Genetic ablation of a Maurer's cleft protein prevents assembly of the Plasmodium falciparum virulence complex

Summary The malaria parasite Plasmodium falciparum assembles knob structures underneath the erythrocyte membrane that help present the major virulence protein, P. falciparum erythrocyte membrane protein‐1 (PfEMP1). Membranous structures called Maurer's clefts are established in the erythrocyte cytoplasm and function as sorting compartments for proteins en route to the RBC membrane, including the knob‐associated histidine‐rich protein (KAHRP), and PfEMP1. We have generated mutants in which the Maurer's cleft protein, the ring exported protein‐1 (REX1) is truncated or deleted. Removal of the C‐terminal domain of REX1 compromises Maurer's cleft architecture and PfEMP1‐mediated cytoadherance but permits some trafficking of PfEMP1 to the erythrocyte surface. Deletion of the coiled‐coil region of REX1 ablates PfEMP1 surface display, trapping PfEMP1 at the Maurer's clefts.
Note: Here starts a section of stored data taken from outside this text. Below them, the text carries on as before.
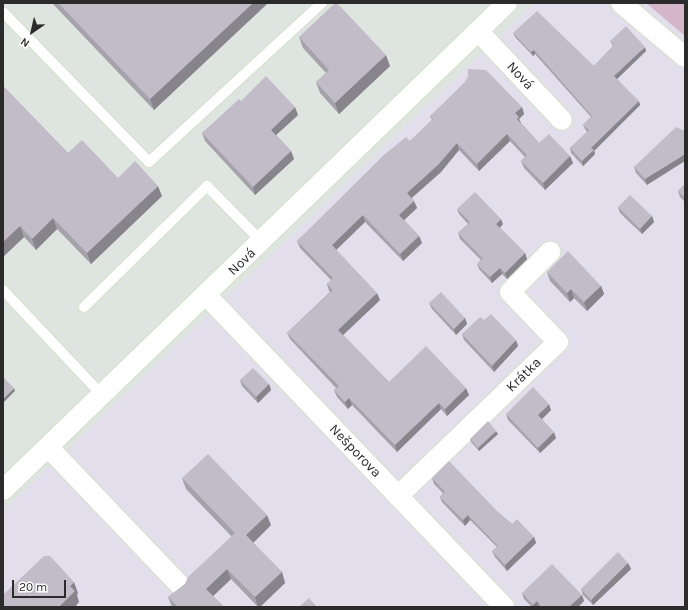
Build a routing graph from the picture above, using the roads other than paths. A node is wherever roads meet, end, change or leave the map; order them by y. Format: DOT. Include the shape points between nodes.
graph roads {
  1 [pos="322,3"];
  2 [pos="507,3"];
  3 [pos="621,3"];
  4 [pos="3,12"];
  5 [pos="478,31"];
  6 [pos="685,57"];
  7 [pos="562,120"];
  8 [pos="262,242"];
  9 [pos="550,252"];
  10 [pos="3,290"];
  11 [pos="207,296"];
  12 [pos="84,307"];
  13 [pos="102,395"];
  14 [pos="48,447"];
  15 [pos="3,490"];
  16 [pos="398,496"];
  17 [pos="181,586"];
  18 [pos="504,607"];
  1 -- 4 [label="lane" via="149,162"];
  2 -- 5 [label="street, Nová"];
  3 -- 6 [label="street"];
  5 -- 7 [label="street, Nová"];
  5 -- 8 [label="street, Nová"];
  8 -- 11 [label="street, Nová"];
  8 -- 12 [label="lane" via="207,186"];
  9 -- 16 [label="street, Krátka" via="510,292 558,342"];
  10 -- 13 [label="lane"];
  11 -- 13 [label="street, Nová"];
  11 -- 16 [label="street, Nešporova"];
  13 -- 14 [label="street, Nová"];
  14 -- 15 [label="street, Nová"];
  14 -- 17 [label="street"];
  16 -- 18 [label="street, Nešporova"];
}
Complementation of mutants with REX1 partly restores PfEMP1‐mediated binding to the endothelial cell ligand, CD36. Deletion of the coiled‐coil region or complete deletion of REX1 is tightly associated with the loss of a subtelomeric region of chromosome 2, encoding KAHRP and other proteins. A KAHRP–green fluorescent protein (GFP) fusion expressed in the REX1‐deletion parasites shows defective trafficking. Thus, loss of functional REX1 directly or indirectly ablates the assembly of the P. falciparum virulence complex at the surface of host erythrocytes.